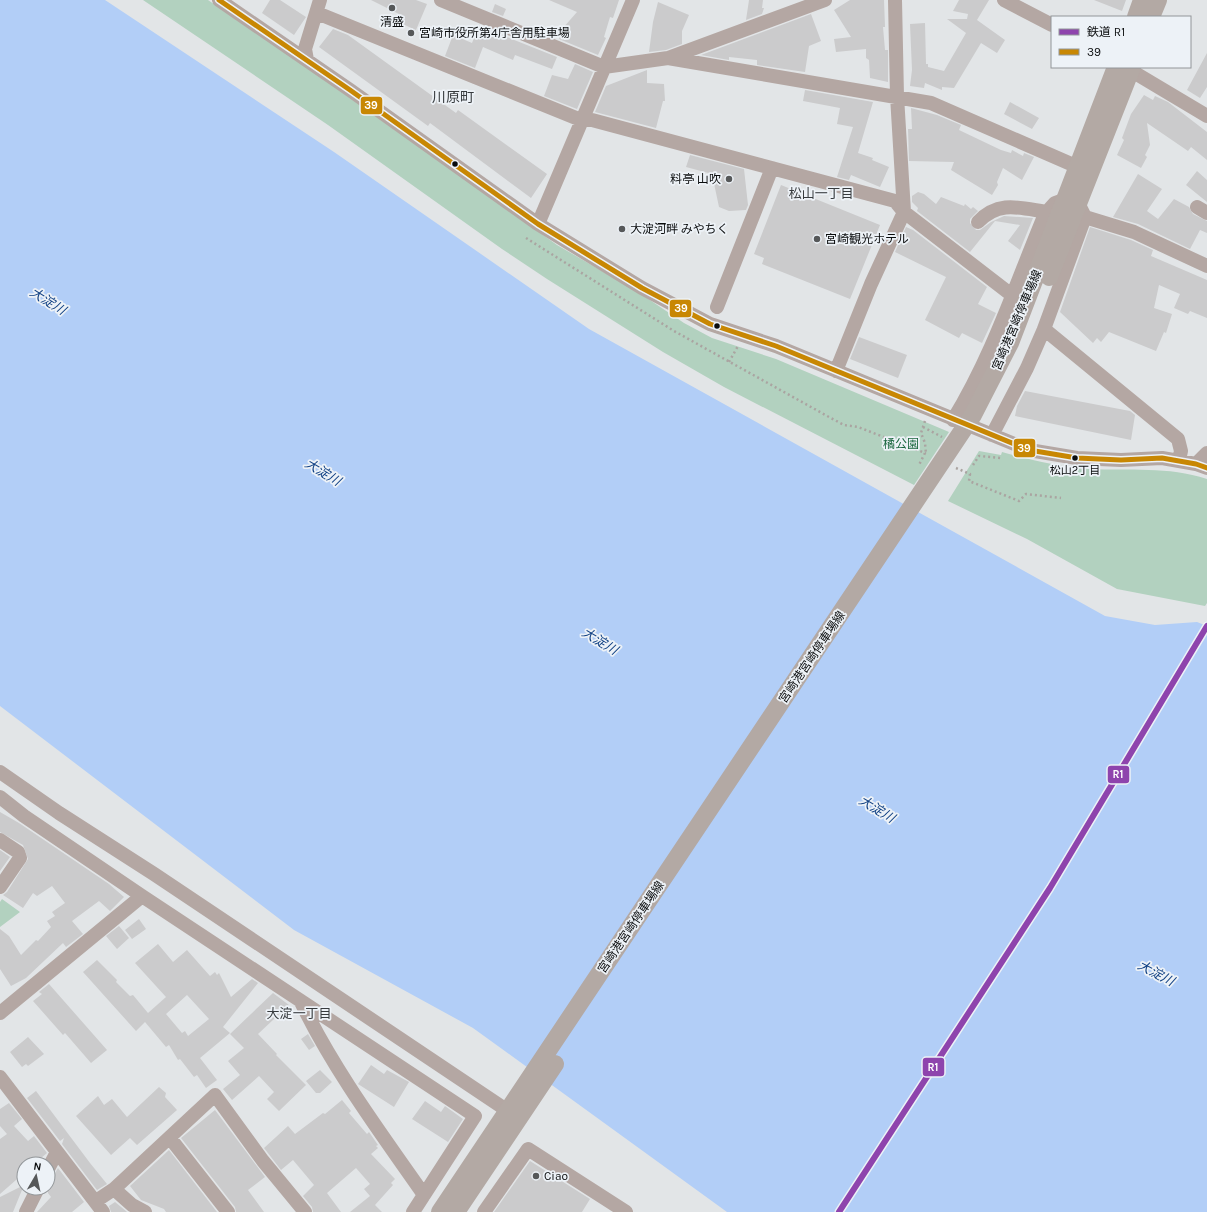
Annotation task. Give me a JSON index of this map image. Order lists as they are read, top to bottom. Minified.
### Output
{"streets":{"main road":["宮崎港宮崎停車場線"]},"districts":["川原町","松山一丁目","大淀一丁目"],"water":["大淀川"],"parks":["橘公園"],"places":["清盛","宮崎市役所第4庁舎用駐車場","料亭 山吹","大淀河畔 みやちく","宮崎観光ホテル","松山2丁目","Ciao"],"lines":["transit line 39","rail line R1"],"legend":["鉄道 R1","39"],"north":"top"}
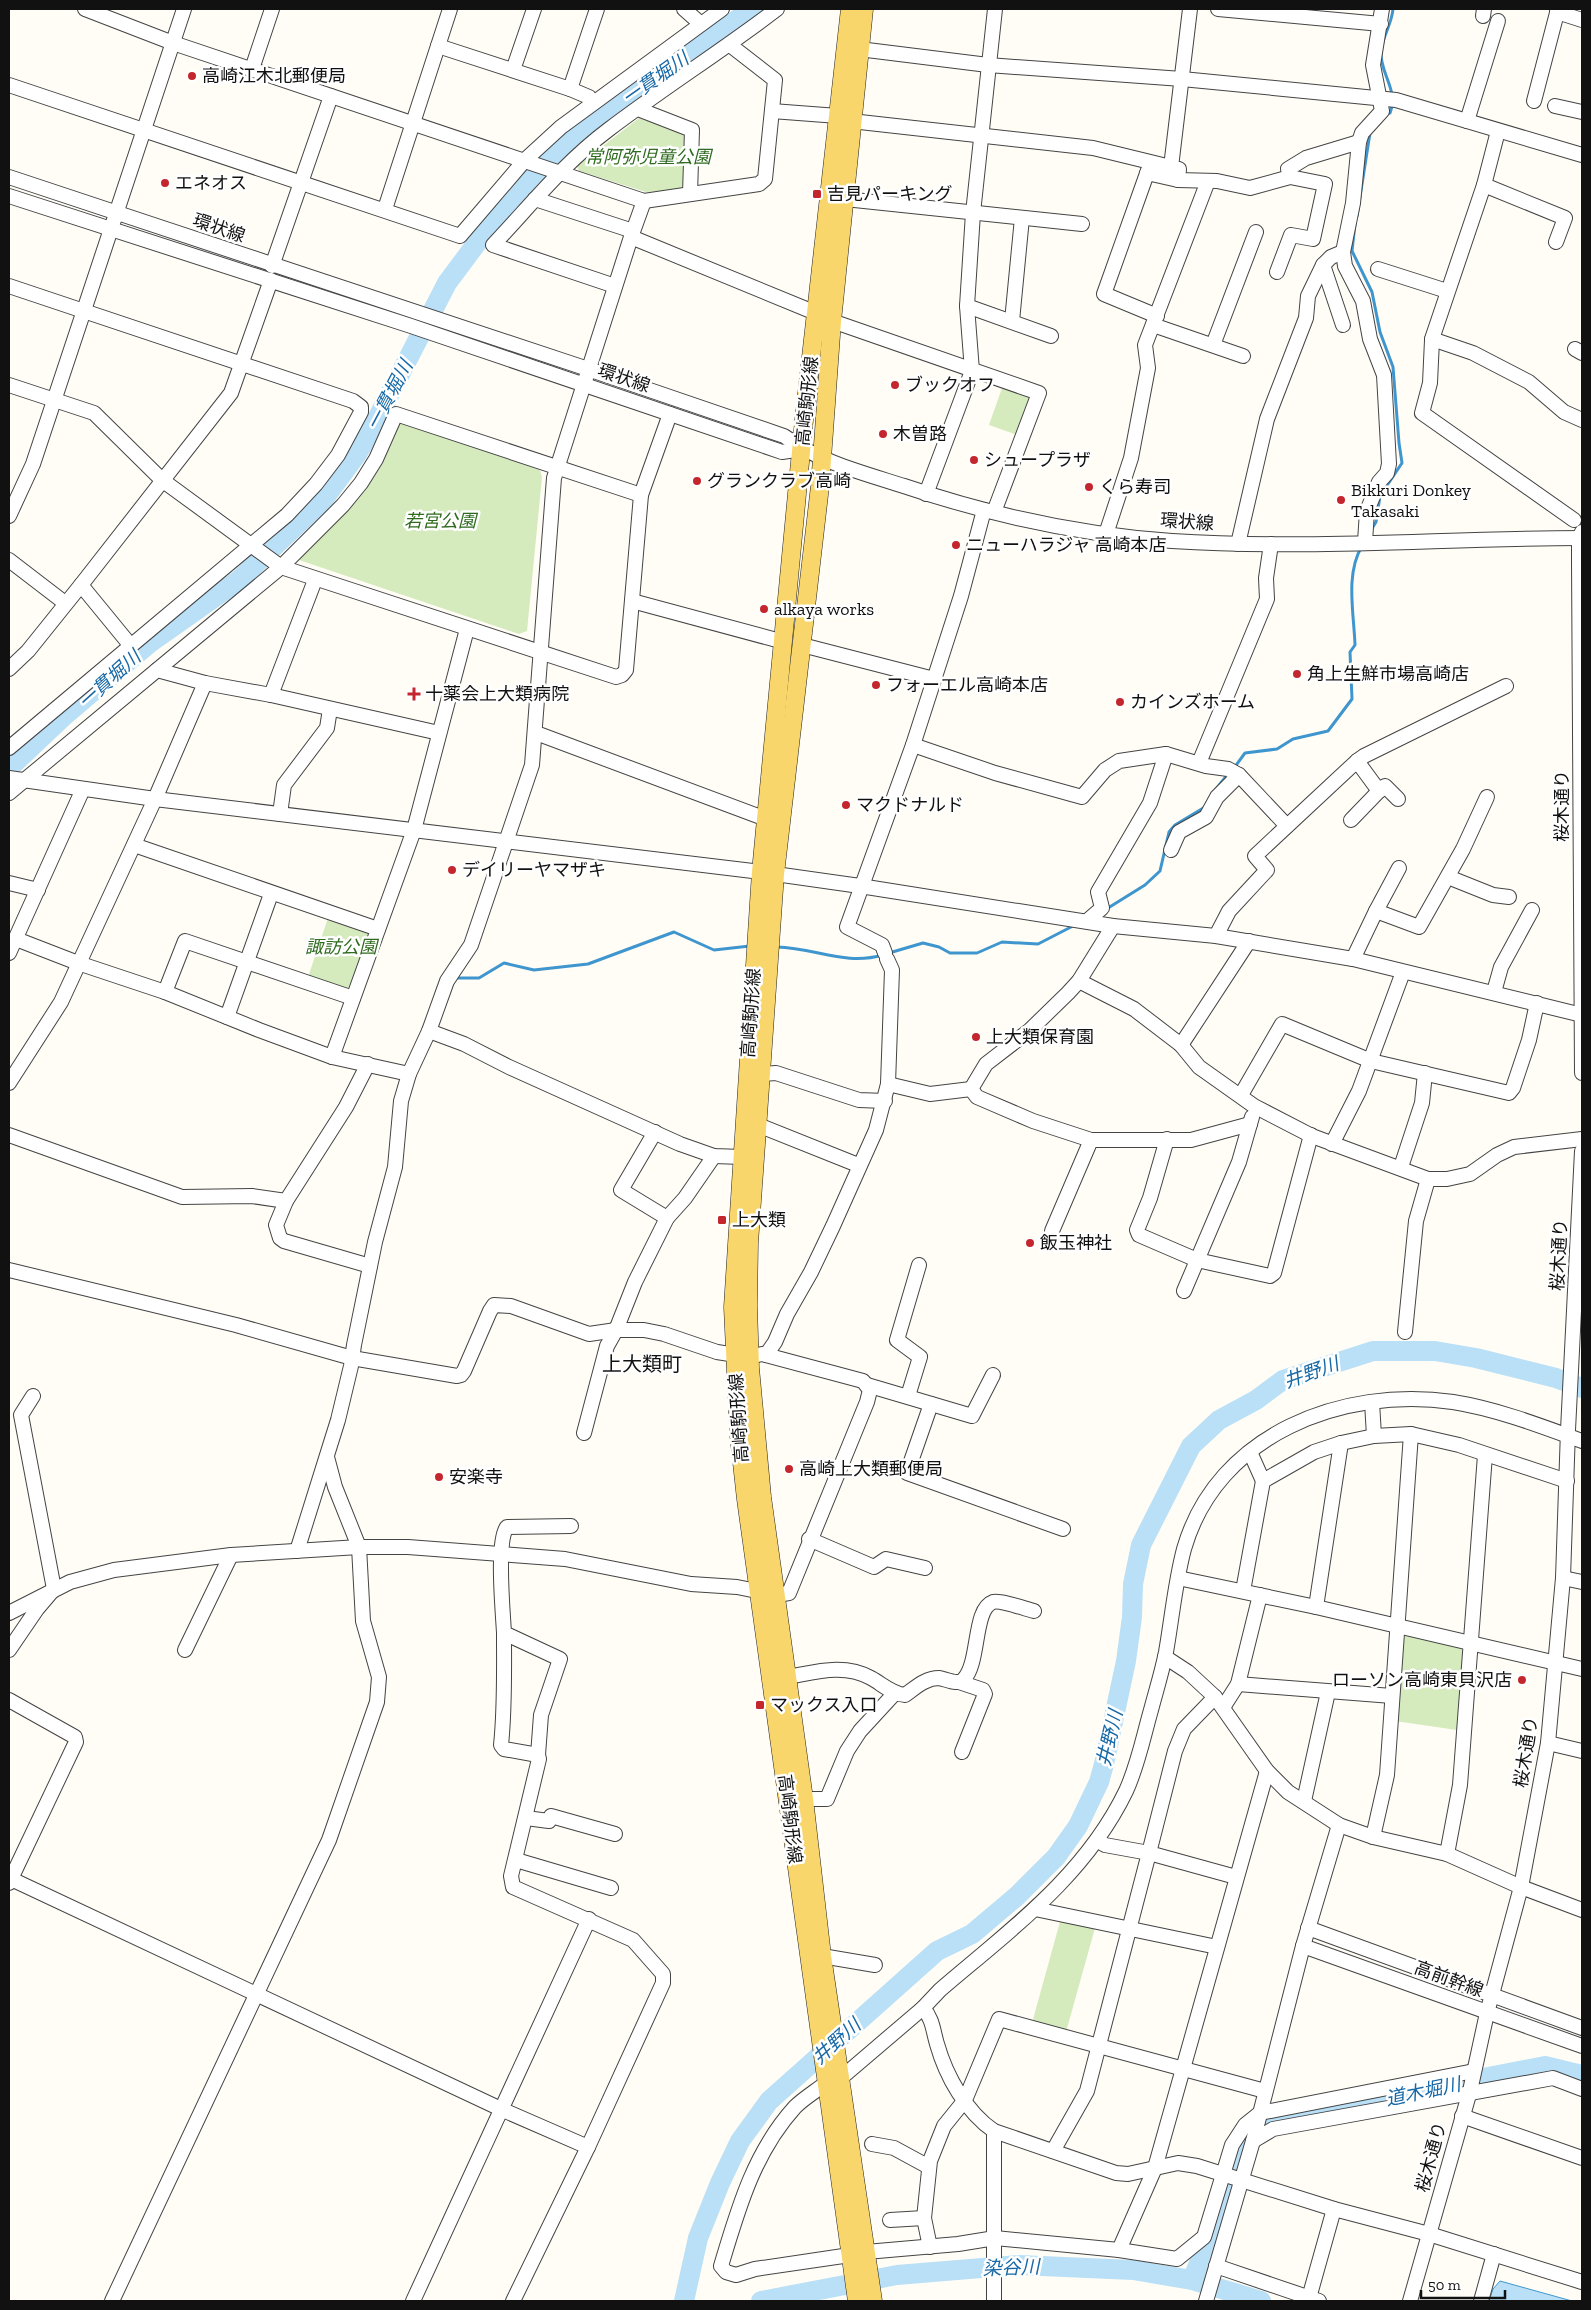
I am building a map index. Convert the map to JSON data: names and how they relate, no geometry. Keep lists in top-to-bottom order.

──────────────────────────────

Task directions - The reply should hold every line of the material above, unchanged, and no pictures.

Written answer -
Annotation task. Give me a JSON index of this map image. Order lists as they are read, top to bottom. Minified.
### Output
{"streets":{"main road":["宮崎港宮崎停車場線"]},"districts":["川原町","松山一丁目","大淀一丁目"],"water":["大淀川"],"parks":["橘公園"],"places":["清盛","宮崎市役所第4庁舎用駐車場","料亭 山吹","大淀河畔 みやちく","宮崎観光ホテル","松山2丁目","Ciao"],"lines":["transit line 39","rail line R1"],"legend":["鉄道 R1","39"],"north":"top"}
I am building a map index. Convert the map to JSON data: names and how they relate, no geometry. Keep lists in top-to-bottom order.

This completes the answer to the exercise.